I used to have reoccurring nightmares where I am driving around the Queen’s Park Savannah.

Around and around, completely unable to get off, get out of what appears to be a never ending loop. Sometimes my car has no brakes, sometimes my car randomly turns into a bicycle, it is weird I know and yes I am aware I have issues.

I’ve begun to believe that these reoccurring nightmares weren’t nightmares at all, but were instead symbolic premonitions of what would be occurring in the Covid-19 pandemic.

That’s right I dreamt the future… sort of.

It has been a year since “normal” life was disrupted. Schools closed, borders closed and a host of restrictions were placed upon us to prevent the spread of the coronavirus. These measures were, for the most part, adhered too. Naturally, there was some resistance, but we tend to be a resistant people. Resilient too, I must add.

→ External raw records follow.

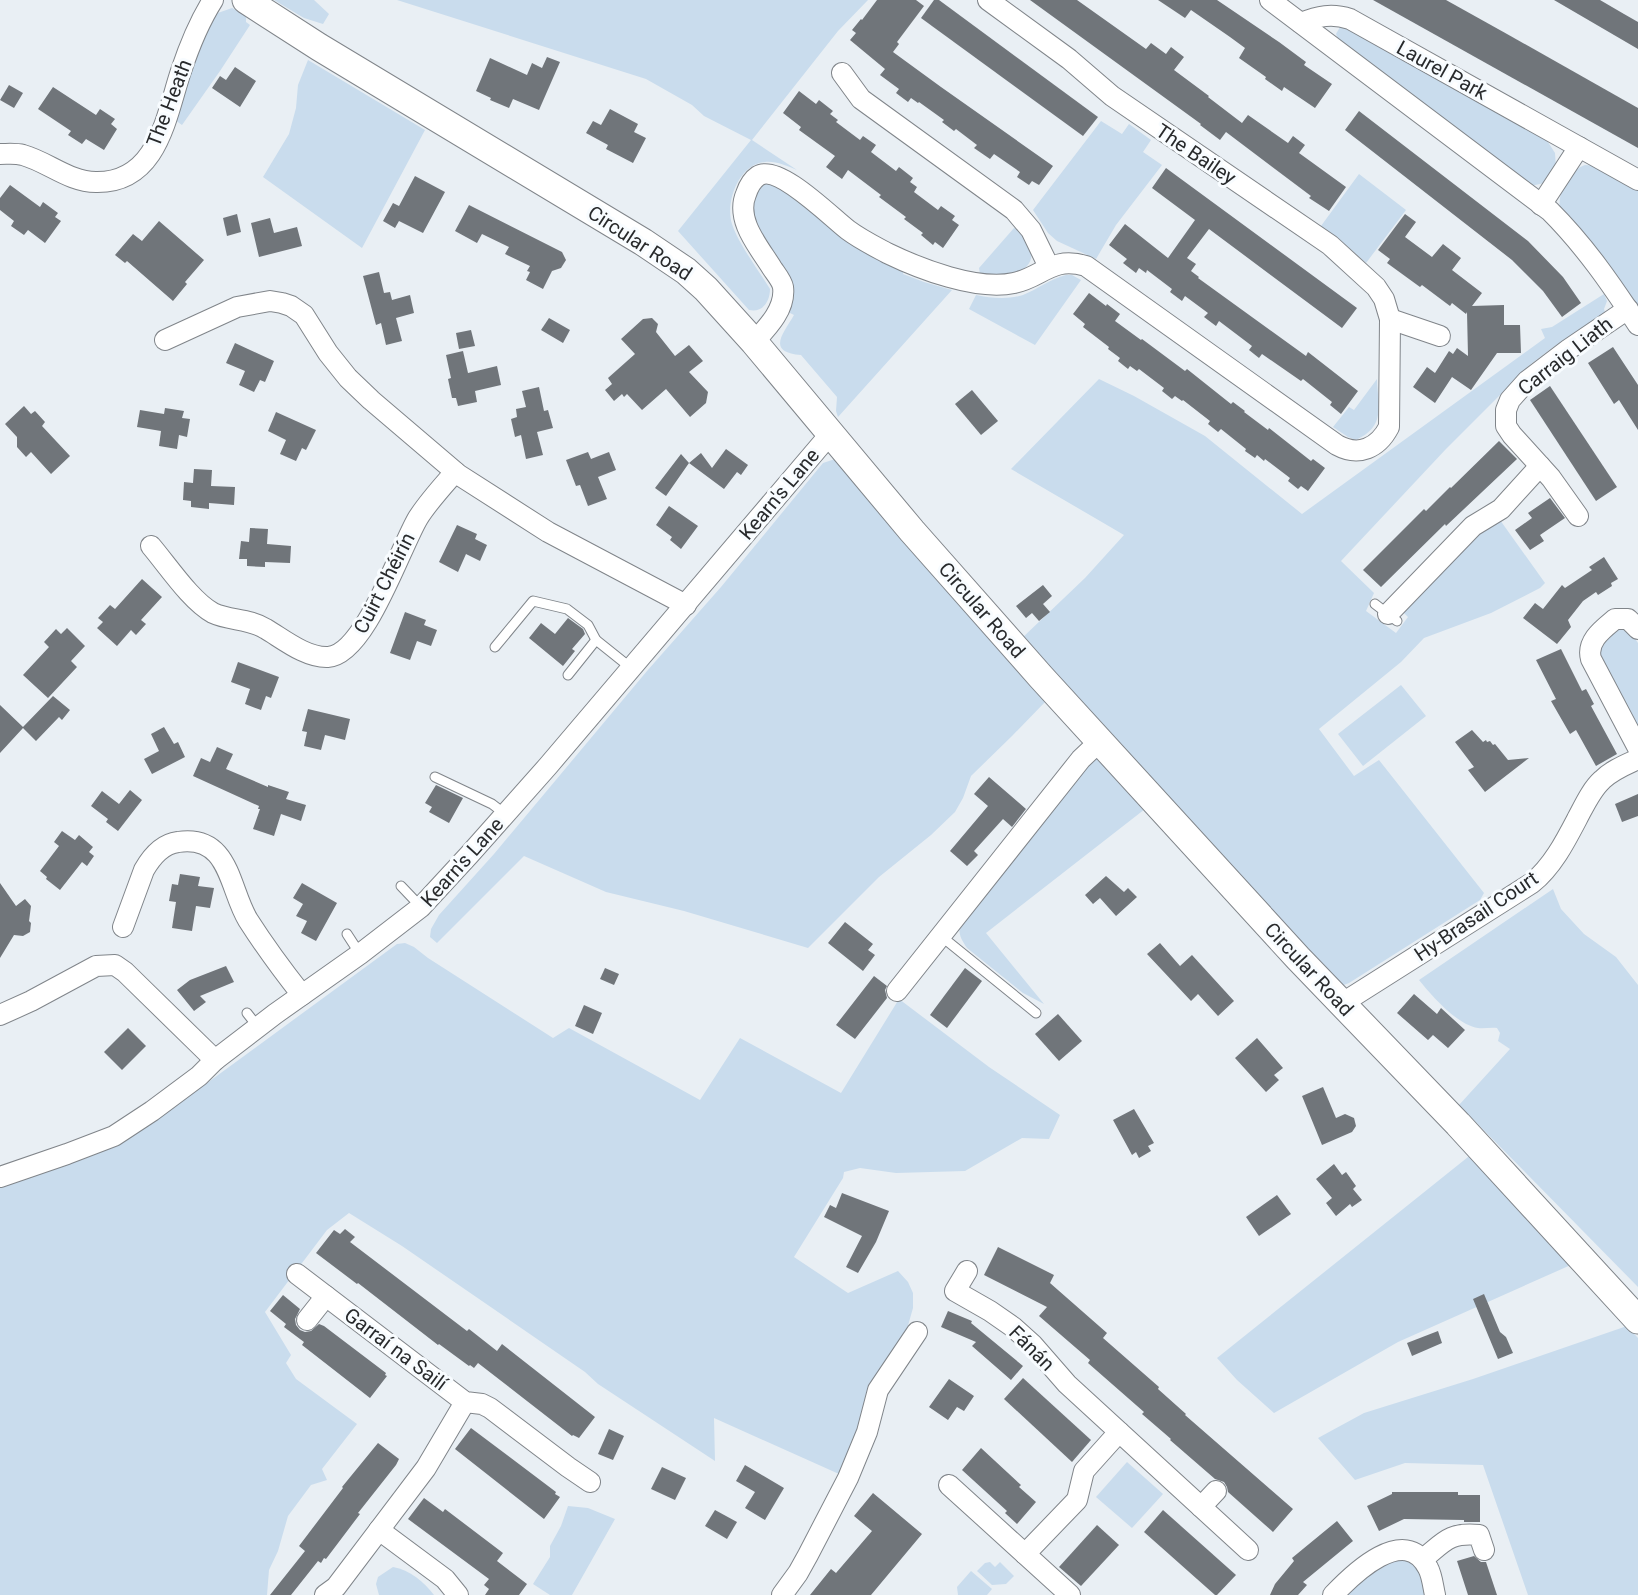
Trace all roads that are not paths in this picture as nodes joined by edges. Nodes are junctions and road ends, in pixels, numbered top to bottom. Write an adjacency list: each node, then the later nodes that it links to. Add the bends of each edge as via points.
1 (213, 0): 8 (street, The Heath, via 184,61 163,130 155,147 135,170 118,179 86,181 25,156)
2 (246, 0): 16 (street, Circular Road, via 666,256 706,289)
3 (988, 0): 13 (street, The Bailey, via 1112,96 1330,245 1376,287)
4 (1270, 0): 5 (street, Laurel Park)
5 (1301, 23): 7 (street, Laurel Park, via 1330,15 1350,19); 10 (street, Laurel Park)
6 (842, 74): 11 (street, via 861,99 1014,210 1031,230)
7 (1579, 147): 9 (street, Laurel Park); 10 (street)
8 (0, 154)
9 (1638, 180)
10 (1541, 205): 12 (street, Laurel Park, via 1564,225 1601,269)
11 (1049, 267): 13 (street, The Bailey, via 1062,263 1086,266 1347,450 1372,446 1384,438 1389,427); 16 (street, The Bailey, via 1001,285 971,282 909,264 849,231 782,178 769,173 759,175 744,198 744,223 778,276 783,296 774,318)
12 (1633, 317): 18 (street, Carraig Liath, via 1538,372 1510,400 1506,426)
13 (1390, 319): 14 (street)
14 (1440, 336)
15 (165, 340): 19 (street, via 237,307 270,301 291,306 304,315 348,378)
16 (754, 342): 17 (street, Circular Road)
17 (831, 433): 22 (street, Kearn's Lane); 29 (street, Circular Road)
18 (1540, 466): 20 (street, Carraig Liath); 23 (street, via 1501,509 1473,526)
19 (455, 472): 21 (street, Cuirt Chéirín, via 419,517 380,598 353,642 333,656 307,652 256,624 214,614 194,598); 22 (street, via 548,532)
20 (1578, 516)
21 (152, 546)
22 (686, 605): 27 (street, Kearn's Lane)
23 (1387, 613)
24 (1638, 629): 30 (street, via 1628,619 1615,620 1594,639 1589,651)
25 (596, 640): 26 (lane, via 588,625 567,609 533,601); 27 (lane); 28 (lane)
26 (495, 647)
27 (631, 668): 33 (street, Kearn's Lane)
28 (568, 675)
29 (1099, 742): 38 (street, via 1081,759); 42 (street, Circular Road)
30 (1638, 748)
31 (1638, 759): 42 (street, Hy-Brasail Court, via 1600,781 1554,858 1532,883)
32 (435, 777): 33 (lane)
33 (505, 814): 35 (street, Kearn's Lane)
34 (401, 886): 35 (lane)
35 (421, 907): 39 (street, Kearn's Lane)
36 (123, 927): 41 (street, via 144,870 157,852 182,841 202,844 223,860 248,919)
37 (347, 934): 39 (lane)
38 (941, 936): 40 (street); 43 (lane)
39 (360, 954): 41 (street, Kearn's Lane)
40 (897, 991)
41 (302, 995): 45 (street, Kearn's Lane, via 253,1020)
42 (1341, 1004): 51 (street, Circular Road, via 1458,1124)
43 (1036, 1012)
44 (0, 1015): 45 (street, via 96,966 115,965)
45 (215, 1060): 46 (street, Kearn's Lane, via 199,1076 114,1136)
46 (0, 1177)
47 (967, 1270): 54 (street, Fánán, via 955,1291 1013,1327)
48 (297, 1274): 49 (street, Garraí na Sailí)
49 (326, 1296): 50 (street, Garraí na Sailí); 53 (street, Garraí na Sailí)
50 (307, 1320)
51 (1638, 1320)
52 (917, 1332): 66 (street, via 878,1390 852,1470 798,1573)
53 (465, 1402): 55 (street, Garraí na Sailí, via 490,1408); 59 (street, Garraí na Sailí, via 426,1468)
54 (1119, 1432): 58 (street, Fánán); 62 (street, via 1084,1471 1077,1500)
55 (590, 1482)
56 (949, 1485): 62 (street)
57 (1216, 1491): 58 (street)
58 (1201, 1507): 60 (street, Fánán)
59 (379, 1530): 64 (street, Garraí na Sailí); 65 (street, via 445,1579)
60 (1248, 1550)
61 (1484, 1550): 63 (street, via 1479,1535 1464,1534 1448,1538)
62 (1025, 1554): 67 (street)
63 (1423, 1559): 68 (street, via 1408,1550 1390,1551); 69 (street)
64 (336, 1592)
65 (458, 1595)
66 (782, 1595)
67 (1070, 1595)
68 (1333, 1595)
69 (1435, 1595)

We semi-trusted there was some plan; some hope that life would re-gain some sort of normalcy. Hope that our Government had a plan to re-ignite the damaged economy. Hope that when a vaccine became available our little island with numerous resources would be able to get enough, on time, to start reopening the country and kick starting the economy.

Here we are a year later and … erm… this is disappointing. Our first case of Covid-19 was recorded on March 12, 2020.

Somewhere along the line we came to the realisation that maybe those in charge had not quite put much forward thought into things as we would have liked to believe.

We were hit with some semi-ridiculous restrictions, such as having to wear a mask in your personal vehicle when travelling with members of your family… because apparently Covid-19 does not spread in your house just in your car.

Excuses were made about not being able to tell if the car was personal vehicle or a PH taxi and many of us answered with “and das our fault all yuh doh know who pulling bull with their car?” Essentially we had to pay for the failure of those who are meant to up hold the law.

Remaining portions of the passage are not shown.